When recently Mr. Lai Mohammed, the spokesperson of the the
party of the incoming government, was credited to have said that their
government may reverse a particular upstream asset divestment from one of the
major international oil companies in the country to a local Nigerian company
many observers questioned why the net should not be cast further back in time
and wider to include other companies that are of similar make up and engaged in
similar deals as the company in question.
Apparently Mr. Mohammed is piqued by the fact that the
company in question, Aiteo, up till a few months ago, had nothing but its
involvement in the much-maligned products subsidy programme in its oil and gas
industry calling card.
Legitimate Nigerian indigenous operators are known to any
keen observer of the industry. These are companies that over the years went
through the grind of marginal field bids, farm-ins, spare no effort to form
enduring business partnerships, struggle to raise capital, both local and
foreign, and over the course of many years or decades build their portfolio are
known. Fortunately, the pretenders are known too.
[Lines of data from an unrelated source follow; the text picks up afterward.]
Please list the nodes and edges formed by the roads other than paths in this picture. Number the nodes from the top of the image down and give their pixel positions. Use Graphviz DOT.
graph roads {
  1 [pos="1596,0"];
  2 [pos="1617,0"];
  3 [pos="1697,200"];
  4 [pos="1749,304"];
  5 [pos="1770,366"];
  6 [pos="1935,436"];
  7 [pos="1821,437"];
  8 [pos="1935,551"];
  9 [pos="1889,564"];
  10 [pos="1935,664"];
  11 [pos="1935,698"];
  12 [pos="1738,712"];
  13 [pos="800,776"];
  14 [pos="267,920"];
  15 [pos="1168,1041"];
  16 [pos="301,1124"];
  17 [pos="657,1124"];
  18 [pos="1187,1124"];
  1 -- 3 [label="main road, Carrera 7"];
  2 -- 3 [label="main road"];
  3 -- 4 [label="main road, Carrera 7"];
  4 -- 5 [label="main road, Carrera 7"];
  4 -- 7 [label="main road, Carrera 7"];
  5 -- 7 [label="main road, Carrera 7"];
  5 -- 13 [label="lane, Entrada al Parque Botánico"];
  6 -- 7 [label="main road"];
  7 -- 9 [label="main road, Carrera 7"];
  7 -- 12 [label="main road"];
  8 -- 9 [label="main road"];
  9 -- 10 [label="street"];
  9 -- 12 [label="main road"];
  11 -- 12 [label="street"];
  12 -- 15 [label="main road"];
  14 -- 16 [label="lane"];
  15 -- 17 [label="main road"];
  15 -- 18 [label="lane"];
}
So it makes justifiable sense to question how a company,
any company, that less than a countable number of years ago could not rub two
dollars to its name is now mopping up multi-billion dollar assets. A closer
look at these deals may even reveal the unfortunate fact that some of these
assets were sold by the IOCs at inflated prices which says a lot about the
buyers - many it may seem did not get the valuation of these assets right or
are simply in a hurry to convert their liquidity. This has a negative effect on
the market as legitimate indigenous investors will find it difficult to compete
for divested assets due to such over valuation. Legitimate indigenous Nigerian
concerns taking over JV assets from international operators is a good thing for
the country and must be encouraged and protected. It is the ultimate gain
Nigerian content.
However, it is worthy of note here that the IOCs are merely
selling off their minor JV equity holding in these assets and the major JV
equity is still held by the Nigerian state through the Nigerian National
Petroleum Corporation, NNPC, which has an active petroleum development company,
the NPDC, headquartered in Benin City. It also happens that according to
operating JV agreements, the major equity holder, the NNPC can take over the
operation of these assets in the situation where the IOCs feel the need to
withdraw their participation. So a first step for Mr. Lai Mohammed and the
incoming government, if they feel so strongly about this situation, is to first
of all invoke that section of the JV agreement and revert the operatorship of
these assets to NPDC, a company that definitely has more upstream operating
experience and can manage these assets
better than one that just a couple of months ago had nil upstream experience.
Yes, like Russia of the 90s, Nigeria is also coming out
from nearly two decades economic dislocation, pervasive corruption and an era
of political impunity. Be that as it may, we can still go about creating our
own oligarchs in a much saner way if that is what we want to do.